- Instructions for the task -
For the material that follows, return exactly the lines from the one with "index pip: (854, 279)" through the one with "pinky pip: (947, 913)", both ends included.

_ _ _

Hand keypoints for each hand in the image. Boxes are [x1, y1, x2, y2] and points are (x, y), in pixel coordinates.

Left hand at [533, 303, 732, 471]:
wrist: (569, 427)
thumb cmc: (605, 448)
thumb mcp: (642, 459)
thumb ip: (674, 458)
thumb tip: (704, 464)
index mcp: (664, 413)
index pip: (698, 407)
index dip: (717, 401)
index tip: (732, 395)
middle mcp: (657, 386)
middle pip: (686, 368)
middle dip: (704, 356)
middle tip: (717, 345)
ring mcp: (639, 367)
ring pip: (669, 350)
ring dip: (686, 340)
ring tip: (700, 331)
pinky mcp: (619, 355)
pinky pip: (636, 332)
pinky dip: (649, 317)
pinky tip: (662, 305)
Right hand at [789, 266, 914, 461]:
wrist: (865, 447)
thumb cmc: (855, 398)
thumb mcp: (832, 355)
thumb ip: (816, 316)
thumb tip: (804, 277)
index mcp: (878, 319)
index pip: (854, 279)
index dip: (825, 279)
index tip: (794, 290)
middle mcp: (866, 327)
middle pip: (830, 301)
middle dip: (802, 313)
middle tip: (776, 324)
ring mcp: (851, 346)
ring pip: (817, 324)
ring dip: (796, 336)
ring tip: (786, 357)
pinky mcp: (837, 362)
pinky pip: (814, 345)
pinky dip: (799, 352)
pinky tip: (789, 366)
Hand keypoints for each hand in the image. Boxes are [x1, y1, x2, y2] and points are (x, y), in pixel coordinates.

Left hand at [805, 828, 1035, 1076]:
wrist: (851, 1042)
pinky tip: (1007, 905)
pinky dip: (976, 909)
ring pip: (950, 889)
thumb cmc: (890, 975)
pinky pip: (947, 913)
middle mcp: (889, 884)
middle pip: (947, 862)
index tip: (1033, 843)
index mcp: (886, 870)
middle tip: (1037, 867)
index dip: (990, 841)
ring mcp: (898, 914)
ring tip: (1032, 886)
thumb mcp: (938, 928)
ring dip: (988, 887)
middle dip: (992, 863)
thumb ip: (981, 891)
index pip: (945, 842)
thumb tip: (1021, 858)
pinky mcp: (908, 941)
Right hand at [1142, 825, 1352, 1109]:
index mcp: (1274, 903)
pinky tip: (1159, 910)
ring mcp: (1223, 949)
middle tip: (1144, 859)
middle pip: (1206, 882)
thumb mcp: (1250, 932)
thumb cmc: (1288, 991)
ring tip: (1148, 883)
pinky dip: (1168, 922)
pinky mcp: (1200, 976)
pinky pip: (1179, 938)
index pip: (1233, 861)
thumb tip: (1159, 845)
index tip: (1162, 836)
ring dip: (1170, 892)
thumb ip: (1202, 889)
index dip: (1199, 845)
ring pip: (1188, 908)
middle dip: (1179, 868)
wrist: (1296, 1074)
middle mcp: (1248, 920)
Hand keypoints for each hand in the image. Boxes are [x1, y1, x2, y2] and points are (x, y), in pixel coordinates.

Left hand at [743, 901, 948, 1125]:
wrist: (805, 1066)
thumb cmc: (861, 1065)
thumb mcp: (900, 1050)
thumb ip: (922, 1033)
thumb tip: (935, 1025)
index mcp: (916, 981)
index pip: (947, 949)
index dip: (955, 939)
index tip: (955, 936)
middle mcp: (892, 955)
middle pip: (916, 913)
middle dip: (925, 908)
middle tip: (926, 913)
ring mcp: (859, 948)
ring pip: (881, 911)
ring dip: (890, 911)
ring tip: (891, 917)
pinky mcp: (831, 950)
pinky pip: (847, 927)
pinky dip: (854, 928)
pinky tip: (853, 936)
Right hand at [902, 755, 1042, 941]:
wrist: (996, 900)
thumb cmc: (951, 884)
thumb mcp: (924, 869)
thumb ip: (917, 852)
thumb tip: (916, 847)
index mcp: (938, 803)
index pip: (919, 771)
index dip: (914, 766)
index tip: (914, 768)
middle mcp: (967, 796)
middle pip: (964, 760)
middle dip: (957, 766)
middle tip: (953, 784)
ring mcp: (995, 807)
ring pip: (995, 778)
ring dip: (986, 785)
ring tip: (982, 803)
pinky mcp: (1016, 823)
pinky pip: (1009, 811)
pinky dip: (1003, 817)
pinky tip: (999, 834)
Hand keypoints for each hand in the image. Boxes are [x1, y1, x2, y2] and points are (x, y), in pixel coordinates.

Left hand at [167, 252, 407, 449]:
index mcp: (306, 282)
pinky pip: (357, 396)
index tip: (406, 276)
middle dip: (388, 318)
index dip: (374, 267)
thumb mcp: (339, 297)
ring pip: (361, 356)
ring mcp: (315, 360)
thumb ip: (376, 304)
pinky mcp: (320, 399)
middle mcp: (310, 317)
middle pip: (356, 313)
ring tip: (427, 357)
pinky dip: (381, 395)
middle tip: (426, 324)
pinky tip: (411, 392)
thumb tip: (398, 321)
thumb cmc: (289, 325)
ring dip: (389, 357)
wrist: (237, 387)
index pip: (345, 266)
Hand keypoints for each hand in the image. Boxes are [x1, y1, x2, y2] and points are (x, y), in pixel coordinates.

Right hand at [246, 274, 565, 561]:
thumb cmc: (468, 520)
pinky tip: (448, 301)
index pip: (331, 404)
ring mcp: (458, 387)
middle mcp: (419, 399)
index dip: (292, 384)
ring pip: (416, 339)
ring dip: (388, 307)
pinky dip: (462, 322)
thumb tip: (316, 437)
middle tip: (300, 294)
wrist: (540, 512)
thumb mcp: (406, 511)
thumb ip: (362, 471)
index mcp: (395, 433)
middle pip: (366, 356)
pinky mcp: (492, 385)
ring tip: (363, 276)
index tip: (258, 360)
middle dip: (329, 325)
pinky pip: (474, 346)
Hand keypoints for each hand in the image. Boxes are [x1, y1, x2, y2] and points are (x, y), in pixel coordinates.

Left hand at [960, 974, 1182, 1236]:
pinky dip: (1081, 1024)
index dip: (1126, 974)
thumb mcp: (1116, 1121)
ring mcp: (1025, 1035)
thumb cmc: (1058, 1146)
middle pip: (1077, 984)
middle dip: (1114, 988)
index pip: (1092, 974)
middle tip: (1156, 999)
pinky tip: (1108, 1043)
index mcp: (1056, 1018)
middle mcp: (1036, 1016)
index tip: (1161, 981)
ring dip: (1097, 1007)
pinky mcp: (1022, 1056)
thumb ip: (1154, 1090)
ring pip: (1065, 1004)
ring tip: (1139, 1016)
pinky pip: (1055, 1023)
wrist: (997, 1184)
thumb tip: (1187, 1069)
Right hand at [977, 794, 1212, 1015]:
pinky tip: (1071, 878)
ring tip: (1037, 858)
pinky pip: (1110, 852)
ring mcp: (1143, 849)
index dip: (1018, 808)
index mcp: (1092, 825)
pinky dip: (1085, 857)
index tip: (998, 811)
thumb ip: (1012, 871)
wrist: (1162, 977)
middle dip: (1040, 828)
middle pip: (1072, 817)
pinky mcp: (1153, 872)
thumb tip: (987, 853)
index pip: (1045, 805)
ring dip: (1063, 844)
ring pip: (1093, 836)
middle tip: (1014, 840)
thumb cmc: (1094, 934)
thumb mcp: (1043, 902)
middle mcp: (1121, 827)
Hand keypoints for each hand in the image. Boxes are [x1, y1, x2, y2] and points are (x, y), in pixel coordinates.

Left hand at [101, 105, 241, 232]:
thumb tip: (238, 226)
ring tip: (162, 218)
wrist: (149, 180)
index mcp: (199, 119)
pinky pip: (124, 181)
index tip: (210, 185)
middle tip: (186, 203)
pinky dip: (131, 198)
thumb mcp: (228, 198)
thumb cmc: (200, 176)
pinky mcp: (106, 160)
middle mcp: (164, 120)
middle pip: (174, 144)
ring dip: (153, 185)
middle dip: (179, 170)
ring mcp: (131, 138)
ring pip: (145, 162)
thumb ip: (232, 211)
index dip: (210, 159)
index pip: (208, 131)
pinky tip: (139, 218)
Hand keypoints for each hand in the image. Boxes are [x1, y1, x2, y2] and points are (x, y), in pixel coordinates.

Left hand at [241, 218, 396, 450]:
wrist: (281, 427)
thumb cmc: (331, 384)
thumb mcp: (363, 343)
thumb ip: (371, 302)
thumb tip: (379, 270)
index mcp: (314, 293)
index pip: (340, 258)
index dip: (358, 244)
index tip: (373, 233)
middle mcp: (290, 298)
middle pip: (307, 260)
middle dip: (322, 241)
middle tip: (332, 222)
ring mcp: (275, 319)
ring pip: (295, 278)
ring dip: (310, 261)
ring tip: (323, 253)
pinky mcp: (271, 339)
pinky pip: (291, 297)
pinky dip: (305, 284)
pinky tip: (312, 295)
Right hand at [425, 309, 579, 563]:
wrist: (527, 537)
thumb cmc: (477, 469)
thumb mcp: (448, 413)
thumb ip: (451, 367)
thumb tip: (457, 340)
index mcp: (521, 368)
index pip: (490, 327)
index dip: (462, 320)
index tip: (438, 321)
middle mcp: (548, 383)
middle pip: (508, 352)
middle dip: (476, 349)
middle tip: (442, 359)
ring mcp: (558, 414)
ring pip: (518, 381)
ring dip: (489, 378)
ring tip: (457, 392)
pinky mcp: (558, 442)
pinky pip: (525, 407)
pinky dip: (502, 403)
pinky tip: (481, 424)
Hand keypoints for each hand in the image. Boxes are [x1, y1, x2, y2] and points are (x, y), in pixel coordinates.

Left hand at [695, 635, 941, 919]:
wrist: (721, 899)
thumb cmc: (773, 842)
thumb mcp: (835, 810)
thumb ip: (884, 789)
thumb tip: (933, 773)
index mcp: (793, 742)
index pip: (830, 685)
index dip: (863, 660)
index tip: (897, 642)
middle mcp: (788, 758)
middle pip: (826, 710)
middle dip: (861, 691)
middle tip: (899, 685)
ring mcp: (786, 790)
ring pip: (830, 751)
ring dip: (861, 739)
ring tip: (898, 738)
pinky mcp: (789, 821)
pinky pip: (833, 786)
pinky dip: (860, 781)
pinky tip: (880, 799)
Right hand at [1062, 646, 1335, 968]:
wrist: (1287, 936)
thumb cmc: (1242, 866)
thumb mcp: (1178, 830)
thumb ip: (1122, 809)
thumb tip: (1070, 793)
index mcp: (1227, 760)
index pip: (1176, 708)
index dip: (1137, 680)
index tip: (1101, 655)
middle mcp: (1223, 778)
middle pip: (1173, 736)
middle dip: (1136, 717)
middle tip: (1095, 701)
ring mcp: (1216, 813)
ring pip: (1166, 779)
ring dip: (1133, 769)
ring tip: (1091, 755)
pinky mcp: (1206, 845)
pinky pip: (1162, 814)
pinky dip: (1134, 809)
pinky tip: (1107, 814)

_ _ _

- Solution to this task -
index pip: (854, 279)
index dip: (825, 279)
index tip: (794, 290)
middle mcp: (866, 327)
middle pip: (830, 301)
middle dip: (802, 313)
middle tip: (776, 324)
ring mcp: (851, 346)
ring pip: (817, 324)
ring dip: (796, 336)
ring tip: (786, 357)
pinky mcp: (837, 362)
pinky pip: (814, 345)
pinky dip: (799, 352)
pinky tip: (789, 366)
Hand keypoints for each hand in the image. Boxes are [x1, y1, x2, y2] and points are (x, y), in pixel coordinates.

Left hand at [805, 828, 1035, 1076]:
wrist: (851, 1042)
pinky tip: (1007, 905)
pinky dip: (976, 909)
ring pip: (950, 889)
thumb cmc: (890, 975)
pinky pip: (947, 913)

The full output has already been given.